Damage reduction is the core of hazard mitigation, defined as the cost-effective measures taken to reduce the potential for damage on a community from the hazard impact. Hazard mitigation is sustained action to reduce or eliminate the long-term risk to people and property from hazards and their effects. A hazard mitigation programme should have 5 main objectives:

  • Maintain and if possible enhance environmental quality;
  • Maintain and if possible enhance life quality;
  • Identify intergovernmental equity;
  • Identify community concerns and issues;
  • Foster local resilience to disasters.

Basically coastal risk mitigation can be grouped into four main areas:

  • Planning: relates to beach and coastal management plans. Coastal hazards should be identified and addressed at the planning stage in coastal development, so that high risk are identified and where possible, the public directed away from the high risk area, or warned.
  • Education: refers to coastal safety education starting from primary school; it also includes all beach users including national and international tourists
  • Safety resources: refer to the personnel and resources.
  • Medical support: the back up if someone is rescued or resuscitated and in need of urgent medical attention. This includes access for ambulance and helicopters, nearby medical support and well-trained and equipped lifeguards.

People should be moved out of low-lying areas when a storm surge / hurricane is forecasted. Therefore warnings similar to that espoused for tsunamis, are needed in all areas at risk. Empirical data needed to obtain return period curves for flooding and storms are not available for the bulk of Third World countries, so a storm induced surge is estimated by mathematical models e.g. the WES Implicit Flooding Model (Butler and Sheng, 1982). The US National Weather Service has the SLOSH model (Jelesnianski et al, 1992) for real time forecasting. Inputs need minimum central air pressure, storm radius, storm track and speed.
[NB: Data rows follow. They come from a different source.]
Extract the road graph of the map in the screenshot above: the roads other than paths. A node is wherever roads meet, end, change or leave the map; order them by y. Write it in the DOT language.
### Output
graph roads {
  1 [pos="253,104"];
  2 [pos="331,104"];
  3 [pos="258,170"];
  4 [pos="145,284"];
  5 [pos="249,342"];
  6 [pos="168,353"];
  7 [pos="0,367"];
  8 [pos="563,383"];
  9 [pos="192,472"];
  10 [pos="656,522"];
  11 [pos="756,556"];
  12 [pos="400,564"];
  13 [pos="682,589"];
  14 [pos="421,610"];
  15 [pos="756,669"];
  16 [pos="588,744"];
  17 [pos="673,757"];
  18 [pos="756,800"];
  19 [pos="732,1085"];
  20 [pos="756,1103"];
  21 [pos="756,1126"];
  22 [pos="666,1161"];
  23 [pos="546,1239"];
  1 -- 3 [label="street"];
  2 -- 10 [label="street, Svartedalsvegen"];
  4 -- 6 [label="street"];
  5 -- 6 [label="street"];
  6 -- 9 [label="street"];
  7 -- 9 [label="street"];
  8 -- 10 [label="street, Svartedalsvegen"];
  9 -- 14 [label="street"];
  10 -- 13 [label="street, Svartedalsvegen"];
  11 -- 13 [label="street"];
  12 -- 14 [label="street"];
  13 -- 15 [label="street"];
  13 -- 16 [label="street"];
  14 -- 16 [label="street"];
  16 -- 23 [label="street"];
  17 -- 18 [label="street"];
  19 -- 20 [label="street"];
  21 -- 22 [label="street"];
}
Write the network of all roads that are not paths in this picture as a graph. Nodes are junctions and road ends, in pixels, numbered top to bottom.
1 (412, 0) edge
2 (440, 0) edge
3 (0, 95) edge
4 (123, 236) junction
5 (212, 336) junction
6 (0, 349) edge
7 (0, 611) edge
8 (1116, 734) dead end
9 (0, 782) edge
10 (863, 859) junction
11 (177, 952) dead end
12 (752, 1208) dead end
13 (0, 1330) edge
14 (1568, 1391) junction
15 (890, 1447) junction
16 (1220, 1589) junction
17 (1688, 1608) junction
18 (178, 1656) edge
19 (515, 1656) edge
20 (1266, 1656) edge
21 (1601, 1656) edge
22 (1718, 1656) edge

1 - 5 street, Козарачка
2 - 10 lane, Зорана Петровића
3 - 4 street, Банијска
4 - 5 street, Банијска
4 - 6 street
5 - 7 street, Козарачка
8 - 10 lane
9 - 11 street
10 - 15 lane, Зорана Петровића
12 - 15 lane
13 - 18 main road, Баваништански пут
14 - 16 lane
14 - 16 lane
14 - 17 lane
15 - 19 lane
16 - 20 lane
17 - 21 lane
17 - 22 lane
Short period ‘wave run up’ is omitted and the model is regularly used in the US. Other models also exist, e.g. Hubbart and McInnes, (1997) which treats the land-water boundary as a moving interface, with inland grid cells flooding as the water level rises.

Butler, H.L and Sheng, Y.P. 1982. ADI procedures for solving the shallow water equations in transformed co-ordinates. Proc 1982 Army Numerical Analysis and Computers, ARO report, 82-3. 365-380.
Hubbart, G..S and K.L McInnes, 1997. A storm surge inundation model for coastal planning and impact studies, J. Coastal Research, 15, 168-185.
Jelesnianski, C.P., Chen., P., and W.A Shaffer, 1992. SLOSH: Sea, lake and overland surges from hurricanes. NOAA, National Weather Service, Silver Spring, NOAA Technical report, NMW 48.